In one embodiment, the toothbrush further comprises a second central plane transverse to the longitudinal axis and centrally located relative to the upper surface; wherein the tufts in the inner row of the central group have free ends which together define a second surface, the second cylindrical surface being more concave than the first cylindrical surface, wherein the tufts in the inner row of the central group are progressively shorter in height than the tufts in the outer regions transverse to the longitudinal axis and toward the second central plane.

In another embodiment, the toothbrush has tufts in the inner row that are equal in height but shorter than the minimum height of the tufts in the outer regions, thereby to define a plane.
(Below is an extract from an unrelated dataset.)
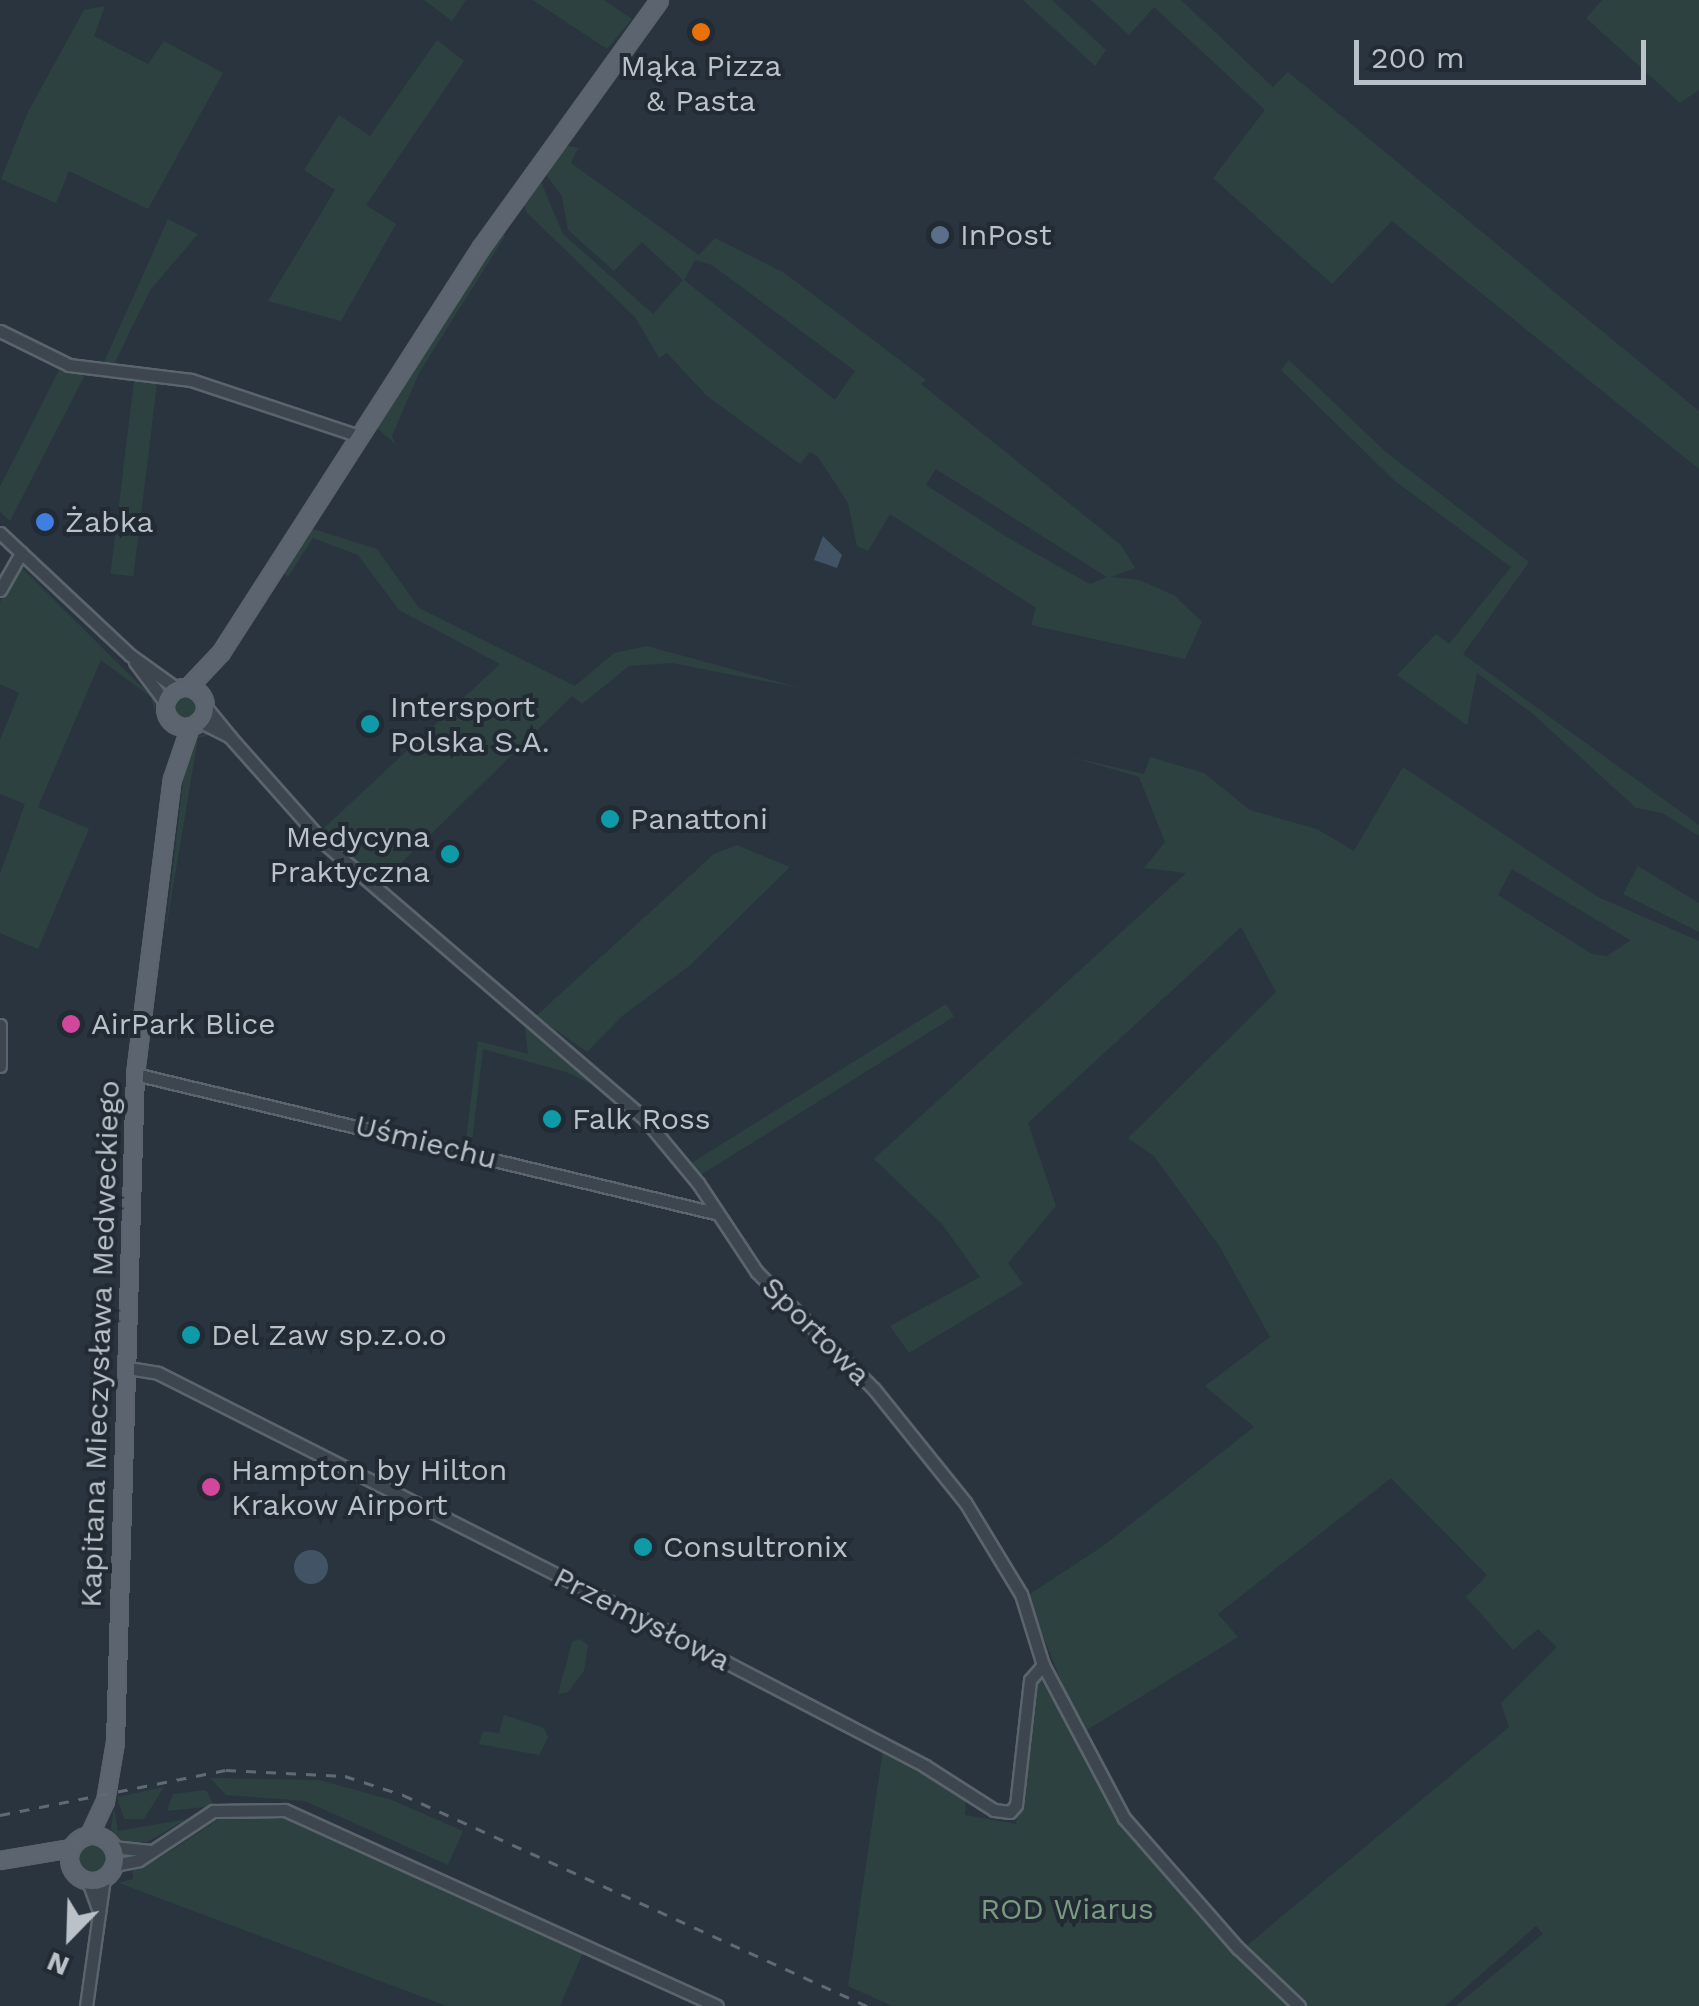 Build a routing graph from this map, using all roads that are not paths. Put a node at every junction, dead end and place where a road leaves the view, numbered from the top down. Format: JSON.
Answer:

In another aspect of the present invention, there is provided a toothbrush that includes:

an elongated handle with a longitudinal axis and a first and a second end;

an elongated head also with a longitudinal axis and a front and rear end;

a neck joining the second end of the handle and the rear end of the head;

the head has a lower surface, an upper flat surface opposite the lower surface and side surfaces joining the lower and upper surfaces wherein the left and right edges created by the upper surface with the left and right side surfaces are preferably straight and parallel to the longitudinal axis of the head;

a plurality of tufts which includes one outer left row adjacent to the left edge, one outer right row adjacent to the right edge and preferably two inner rows between the outer rows, of bristle are arranged that one end of each bristle is anchored into the upper surface of the head with a free end opposite the anchored end;

the free ends of the bristles have an enveloping surface of concave cylindrical shape which approximates the general concave shape of the outside contour of the frontal part of the upper or lower dental arch so that bristles at the front and rear ends of the head have the greatest heights and they decrease in height progressively towards the center plane between the front and rear ends of the head and bristles transverse to the longitudinal axis of the head have equal heights;

a further modified feature is for the bristles of the inner rows away from the front and the rear ends of the toothbrush head: starting from both ends of the toothbrush head where all bristles have equal heights transverse to the longitudinal axis of the head due to the concave cylindrical shape, rear to these front end bristles of at least three columns of tufts and frontal to the bristles at the rear end of the toothbrush (hereinafter referred to as rear end bristles) of at least one column of tufts, the bristles at the inner rows are shorter in height in comparison to those of the outer rows at the same position transverse to the longitudinal axis of the head.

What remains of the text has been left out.